Los factores que influyen en los problemas financieros

Publicado:
Autor: Cooperativa.cl

El comportamiento del consumidor es primordial en las crisis.

Tener un fondo para emergencias evita contraer deudas.

La inflación es uno de los pocos elementos que afectan de manera importante la economía personal y cuyo control depende exclusivamente de factores externos, pero existen otras variables que si pueden ser manejadas por el consumidor para controlar su incidencia en las finanzas.

Principales factores 

El comportamiento del individuo como consumidor es fundamental para  la economía familiar. Una persona que compra por compulsión, placer o aburrimiento, generalmente gasta más de lo que tiene presupuestado, señala el sitio Gomestic . Si se está en plan de ahorro es fundamental aprender a diferenciar las necesidades de los deseos y comprar de acuerdo a eso, dejando los caprichos para raras ocasiones.

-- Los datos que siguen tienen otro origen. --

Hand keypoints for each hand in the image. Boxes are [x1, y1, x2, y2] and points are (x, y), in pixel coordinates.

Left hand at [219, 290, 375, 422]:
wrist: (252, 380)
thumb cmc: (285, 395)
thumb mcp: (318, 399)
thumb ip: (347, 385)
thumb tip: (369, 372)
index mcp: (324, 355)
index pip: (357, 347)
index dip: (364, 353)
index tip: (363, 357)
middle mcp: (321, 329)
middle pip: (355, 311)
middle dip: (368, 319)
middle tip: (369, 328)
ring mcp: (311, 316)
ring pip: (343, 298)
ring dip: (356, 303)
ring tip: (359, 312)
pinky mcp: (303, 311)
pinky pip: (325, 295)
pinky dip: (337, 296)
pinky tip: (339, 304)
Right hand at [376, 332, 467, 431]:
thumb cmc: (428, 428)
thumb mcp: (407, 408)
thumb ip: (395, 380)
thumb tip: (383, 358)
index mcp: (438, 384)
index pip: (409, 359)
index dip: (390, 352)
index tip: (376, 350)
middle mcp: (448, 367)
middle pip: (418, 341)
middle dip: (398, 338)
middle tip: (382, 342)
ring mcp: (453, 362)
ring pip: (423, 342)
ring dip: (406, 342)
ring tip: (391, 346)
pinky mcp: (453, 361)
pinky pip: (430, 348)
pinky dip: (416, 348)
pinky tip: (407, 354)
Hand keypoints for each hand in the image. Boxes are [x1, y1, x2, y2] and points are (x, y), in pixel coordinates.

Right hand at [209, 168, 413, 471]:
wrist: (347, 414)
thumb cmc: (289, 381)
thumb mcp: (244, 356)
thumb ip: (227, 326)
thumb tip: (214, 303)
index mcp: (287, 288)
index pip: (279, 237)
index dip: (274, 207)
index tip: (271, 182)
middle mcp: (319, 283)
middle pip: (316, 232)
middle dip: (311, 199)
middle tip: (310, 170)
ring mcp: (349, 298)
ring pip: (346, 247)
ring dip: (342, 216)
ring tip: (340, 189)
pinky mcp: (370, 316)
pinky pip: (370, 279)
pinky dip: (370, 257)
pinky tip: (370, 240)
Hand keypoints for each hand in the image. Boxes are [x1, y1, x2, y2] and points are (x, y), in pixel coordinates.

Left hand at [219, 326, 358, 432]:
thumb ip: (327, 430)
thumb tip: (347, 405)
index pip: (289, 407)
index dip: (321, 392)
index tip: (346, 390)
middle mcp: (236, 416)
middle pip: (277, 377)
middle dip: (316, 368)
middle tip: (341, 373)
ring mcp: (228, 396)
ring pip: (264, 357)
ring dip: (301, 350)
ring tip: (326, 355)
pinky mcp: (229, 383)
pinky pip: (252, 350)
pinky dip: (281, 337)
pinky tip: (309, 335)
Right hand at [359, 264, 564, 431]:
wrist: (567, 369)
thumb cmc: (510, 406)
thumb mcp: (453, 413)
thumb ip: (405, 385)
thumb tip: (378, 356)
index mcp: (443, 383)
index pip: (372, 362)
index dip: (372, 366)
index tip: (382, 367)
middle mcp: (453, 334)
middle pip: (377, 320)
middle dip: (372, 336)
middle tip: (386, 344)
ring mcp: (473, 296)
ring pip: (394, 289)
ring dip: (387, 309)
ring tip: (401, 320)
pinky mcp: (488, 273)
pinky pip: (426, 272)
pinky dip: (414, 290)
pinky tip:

El mal uso de las tarjetas de crédito es también un factor que atenta contra el interés por mantener las finanzas controladas. Utilizarlas sólo en caso de necesidad, pagarlas lo antes posible y evitar usarlas como un fondo para antojos es fundamental para no endeudarse en tiempos de  alzas en las tasas de interés.

Otro factor que puede llevar a alguien a tener problemas financieros son las emergencias. Si bien por definición  estas suceden de manera inesperada, contar con algunos ahorros para estas situaciones es una gran ayuda para evitar grandes desembolsos y deudas.

Por otra parte, la búsqueda de prestigio puede también ser fuente de problemas financieros, ya que para impresionar constantemente al resto es necesario gastar dinero y lo que en la adolescencia pudo haber sido la competencia por quién tiene las mejores zapatillas, con el tiempo se puede transformar en quién tiene el auto más moderno o  las casa más grande, con el consiguiente aumento de precio que eso implica.

Finalmente, un clásico entre los factores que complican las situaciones económicas es malgastar. Dejar luces encendidas, la cocina prendida sin nada calentándose, la ducha corriendo mientras se afeita o comprar alimentos novedosos pero que nadie desea probar, son costumbres que inciden cotidianamente en el presupuesto sumando cifras que podrían haber sido mejor invertidas.